B : Oh goodness ! Y/n, I'm so happy to see you here, I saw your work online and personally asked for you to be here, it was so beautiful ! Im so glad to have such a huge artist here. 

He seemed super excited about it 

Y/n : Aww Bill ! That is so amazing, I'm glad to be here ! I've been a fan of you for years, and the expo looks absolutely beautiful. 

I take out my notebook 

Y/n : sorry if it's personal but what's the solo album and the expo about ? 
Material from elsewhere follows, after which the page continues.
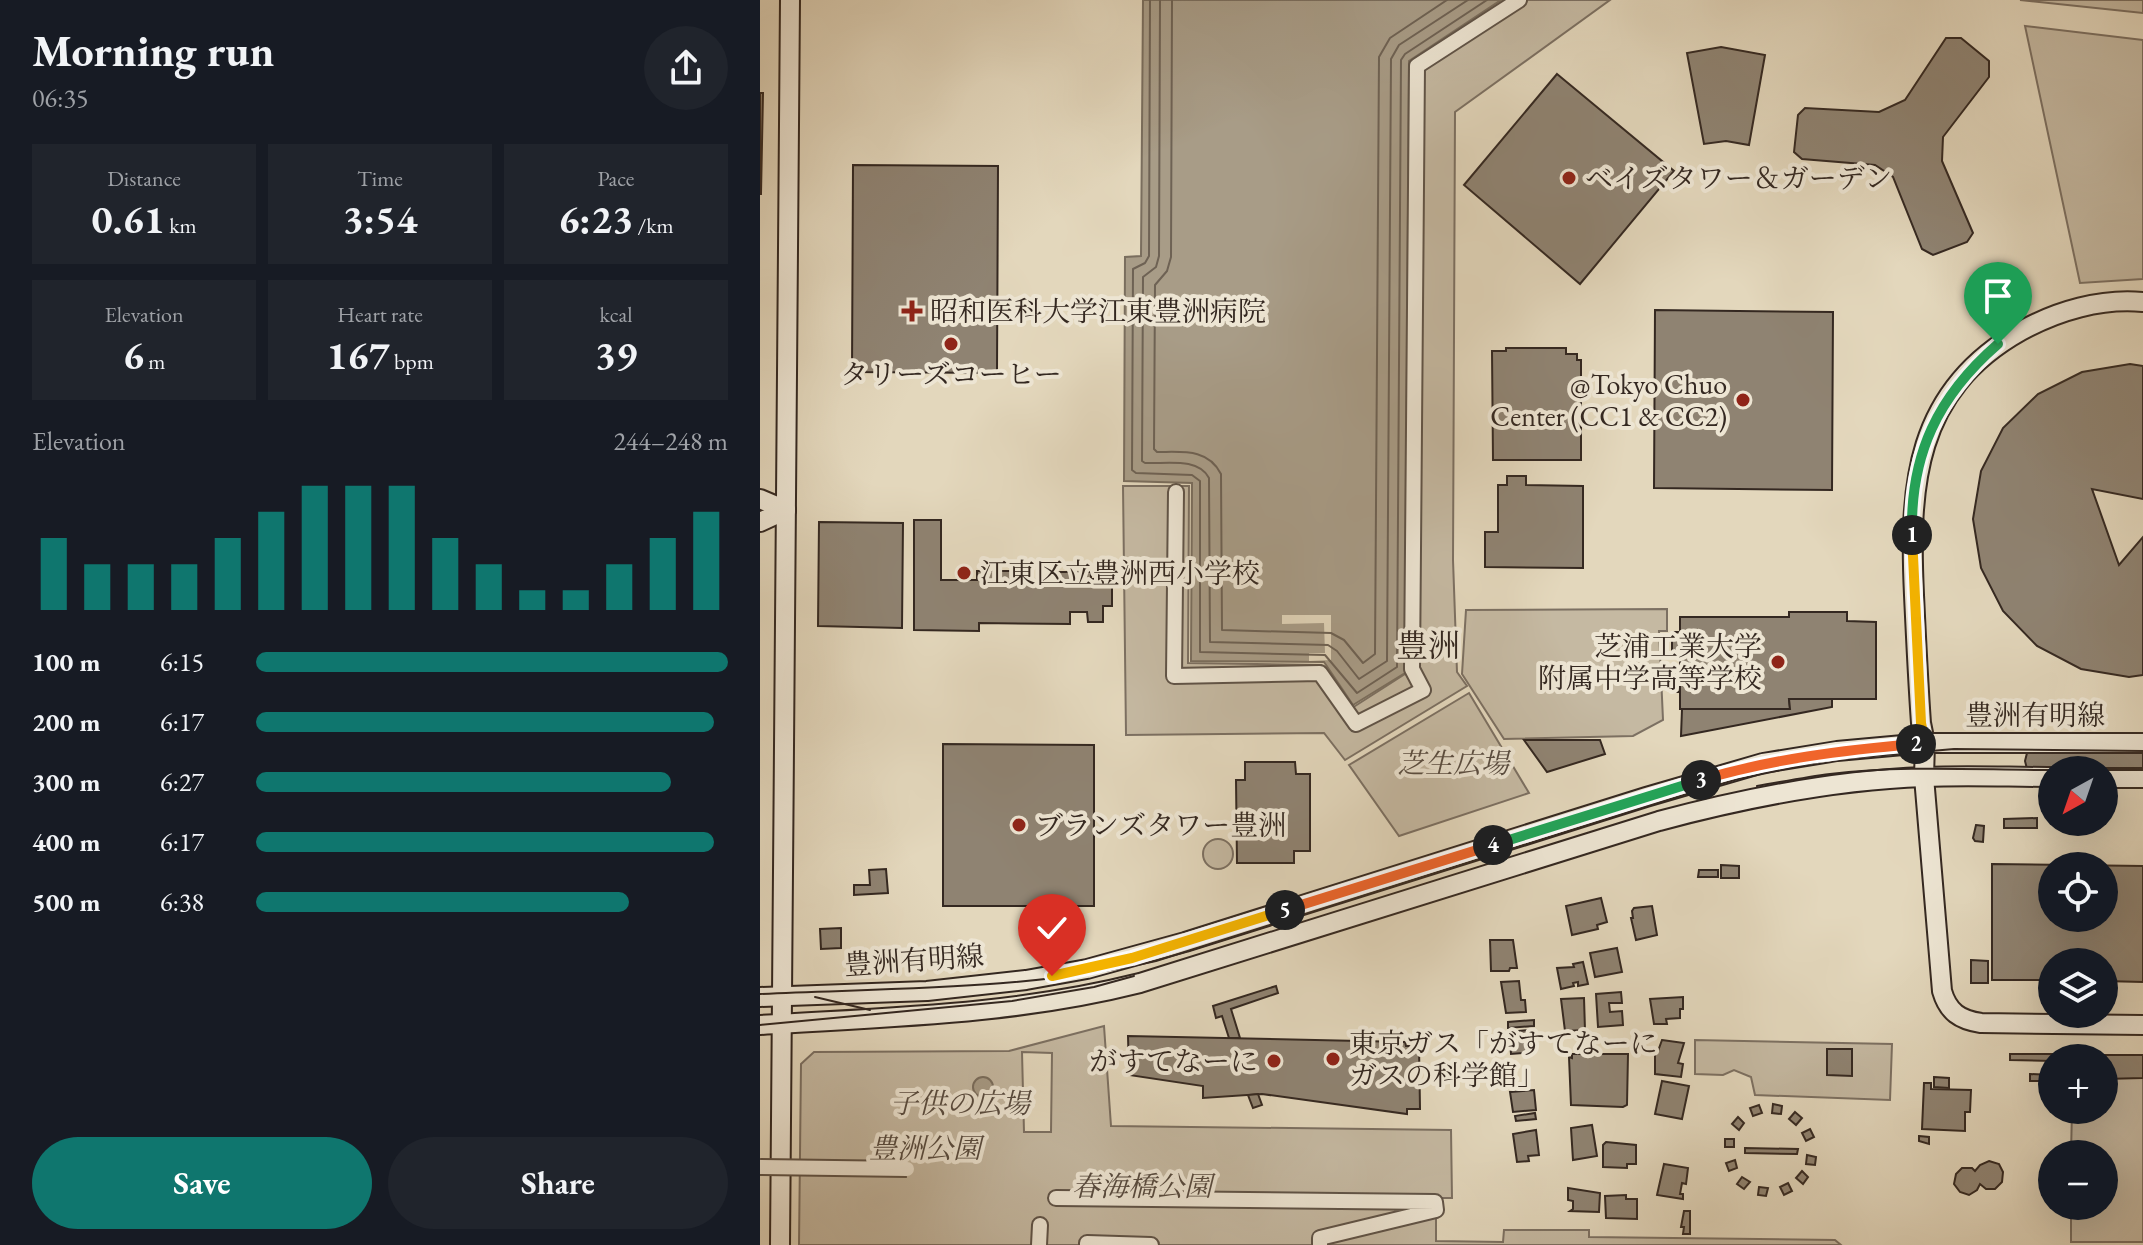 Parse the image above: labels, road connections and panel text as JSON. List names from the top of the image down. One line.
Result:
{"streets":{"main road":["豊洲有明線"]},"districts":["豊洲"],"parks":["芝生広場","子供の広場","豊洲公園","春海橋公園"],"places":{"other":["ベイズタワー＆ガーデン","タリーズコーヒー","@Tokyo Chuo Center (CC1 & CC2)","江東区立豊洲西小学校","芝浦工業大学 附属中学高等学校","ブランズタワー豊洲","東京ガス「がすてなーに ガスの科学館」","がすてなーに"],"health":["昭和医科大学江東豊洲病院"]},"north":"bottom left","page":{"heading":["Morning run","06:35"],"stats":[["Distance","0.61 km"],["Time","3:54"],["Pace","6:23 /km"],["Elevation","6 m"],["Heart rate","167 bpm"],["kcal","39"]],"chart":["Elevation","244–248 m"],"pins":["1","2","3","4","5"],"list":[{"name":"100 m","note":"6:15"},{"name":"200 m","note":"6:17"},{"name":"300 m","note":"6:27"},{"name":"400 m","note":"6:17"},{"name":"500 m","note":"6:38"}],"map_buttons":["+","−"],"buttons":["Save","Share"]}}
Bill's face become a little serious with a tone of sadness back to it 

B : oh...um... well.. I broke up a few weeks ago with my ex and let's just say I've been handling it very badly so I chose to put all my pain and sadness in my work 

he smile.. a fake smile... you could see it very easily 

Y/n : Alright..and why Billy ?

I ask 

B : well.. not many people call me billy other then my mother, tom sometimes and mostly people that are love ones... and that ex use to call me billy 

He looks down, I felt the disturbance I was causing and just brushed the situation off 

Y/n : Oh alright... sorry if I gave you some flashbacks, I.. I just was wondering because the work is very very pretty honestly 

I smile, he looked at me and smiled 

B : Well.. enjoy, im here if you need anything 

He smile leaving, as he walked away the doors open flooding bill in paparazzi, fans and journalist asking him thousands of questions. As time passed I could see his face decomposing, tired of all the questions, especially about the meaning of billy and about that specific ex. You could see it on his face, he was exhausted and in pure sentimental pain. He excused himself and walked behind curtains where no one seemed to have access. 

--30 min later--

Time had passed and bill still wasn't back, I have had around 20 journalist and fans coming to me asking if I saw bill... Poor bill... as I passed next to those curtains I heard some sobbing.. I passed discretely through the curtains to watch what was happening. Only to find bill in a corner of the room, sitting of the floor, the room was empty with just boxes, a few blankets in boxes that  where use to cover the art pieces from the dust.. Bill was there, sobbing his head in his knees breaking In pieces... that broke my heart.. I kneeled infront of him 

y/n : Bill ?

B : leave me alone ! I'm not answering anymore questions ! Just leave

He exclaim crying, I place my hand on his cheek raising his head, his eyes lit up seeing me. 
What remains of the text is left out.